*** Data Section Begins ***

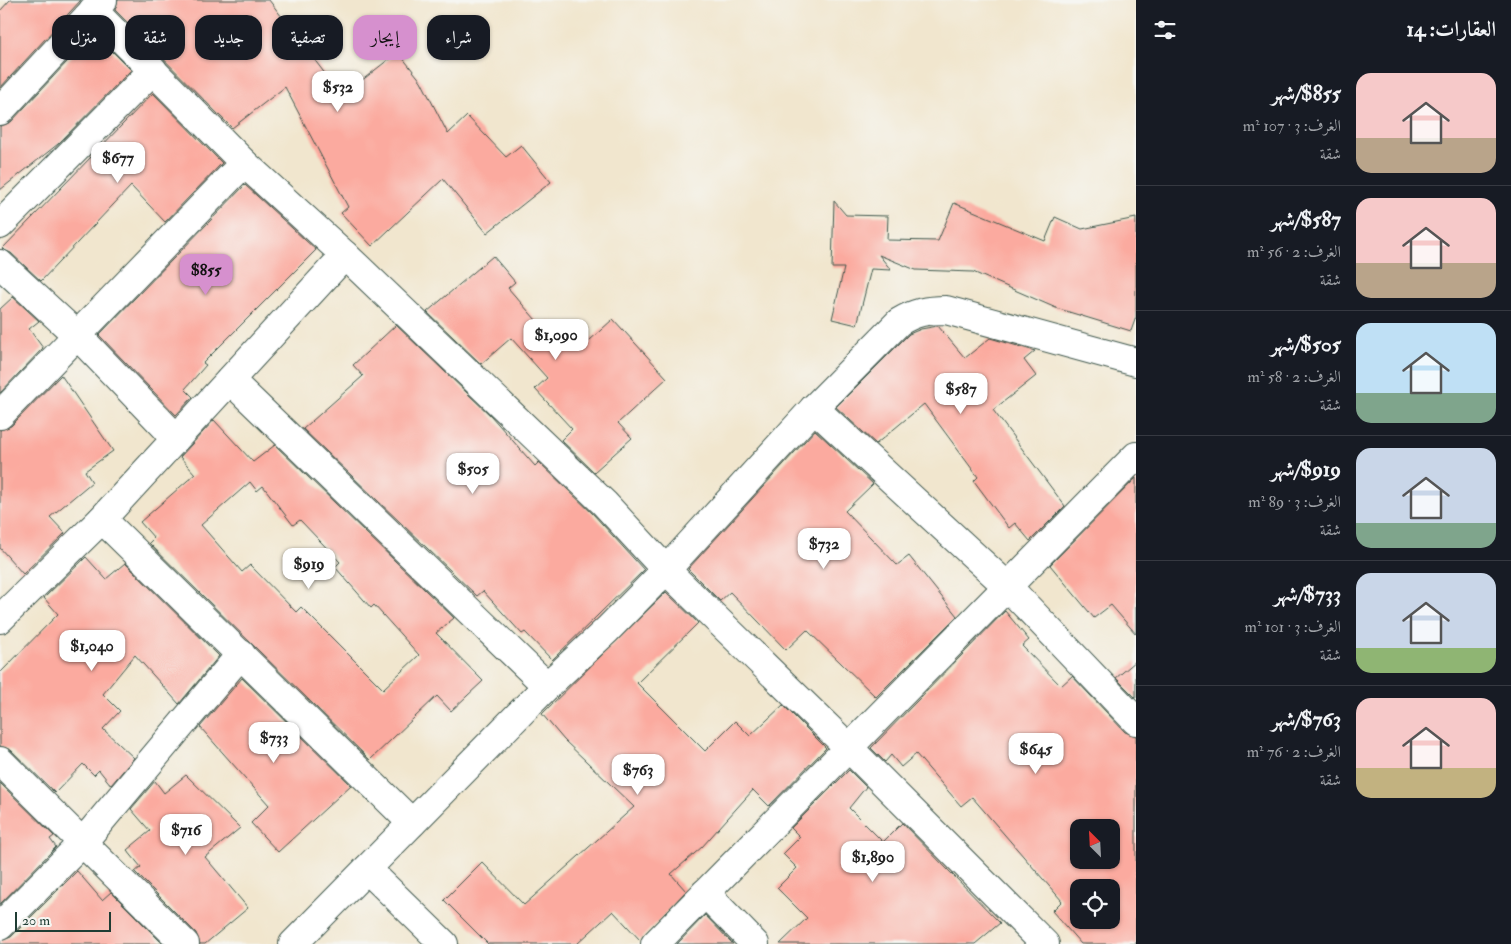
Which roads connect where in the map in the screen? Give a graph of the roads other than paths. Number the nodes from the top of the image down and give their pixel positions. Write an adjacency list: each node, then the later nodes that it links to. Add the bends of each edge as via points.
1 (98, 5): 2 (street); 3 (street)
2 (153, 70): 4 (street); 5 (street)
3 (0, 111)
4 (244, 163): 6 (street); 8 (street)
5 (0, 225)
6 (346, 255): 10 (street); 16 (street, via 604,503)
7 (0, 264): 8 (street)
8 (78, 336): 12 (street); 13 (street)
9 (1136, 362): 11 (street, via 946,310 928,310 899,322)
10 (230, 380): 13 (street); 20 (street)
11 (814, 408): 16 (street); 17 (street)
12 (0, 415)
13 (176, 438): 15 (street)
14 (1136, 456): 17 (street)
15 (102, 519): 18 (street); 19 (street)
16 (666, 570): 20 (street); 22 (street)
17 (1008, 588): 21 (street); 22 (street)
18 (0, 619)
19 (241, 654): 24 (street); 25 (street)
20 (547, 686): 24 (street)
21 (1136, 721)
22 (848, 747): 27 (street); 29 (street)
23 (0, 761): 25 (street)
24 (412, 823): 26 (street)
25 (82, 842): 28 (street); 30 (street)
26 (367, 869): 31 (street); 32 (street)
27 (705, 893): 33 (street); 34 (street)
28 (0, 926)
29 (1030, 939)
30 (185, 944)
31 (293, 944)
32 (444, 944)
33 (655, 944)
34 (755, 944)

*** Data Section Ends ***

» Instructions to follow
Word for word, print the material above, but without its pictures.

» Response area
Which roads connect where in the map in the screen? Give a graph of the roads other than paths. Number the nodes from the top of the image down and give their pixel positions. Write an adjacency list: each node, then the later nodes that it links to. Add the bends of each edge as via points.
1 (98, 5): 2 (street); 3 (street)
2 (153, 70): 4 (street); 5 (street)
3 (0, 111)
4 (244, 163): 6 (street); 8 (street)
5 (0, 225)
6 (346, 255): 10 (street); 16 (street, via 604,503)
7 (0, 264): 8 (street)
8 (78, 336): 12 (street); 13 (street)
9 (1136, 362): 11 (street, via 946,310 928,310 899,322)
10 (230, 380): 13 (street); 20 (street)
11 (814, 408): 16 (street); 17 (street)
12 (0, 415)
13 (176, 438): 15 (street)
14 (1136, 456): 17 (street)
15 (102, 519): 18 (street); 19 (street)
16 (666, 570): 20 (street); 22 (street)
17 (1008, 588): 21 (street); 22 (street)
18 (0, 619)
19 (241, 654): 24 (street); 25 (street)
20 (547, 686): 24 (street)
21 (1136, 721)
22 (848, 747): 27 (street); 29 (street)
23 (0, 761): 25 (street)
24 (412, 823): 26 (street)
25 (82, 842): 28 (street); 30 (street)
26 (367, 869): 31 (street); 32 (street)
27 (705, 893): 33 (street); 34 (street)
28 (0, 926)
29 (1030, 939)
30 (185, 944)
31 (293, 944)
32 (444, 944)
33 (655, 944)
34 (755, 944)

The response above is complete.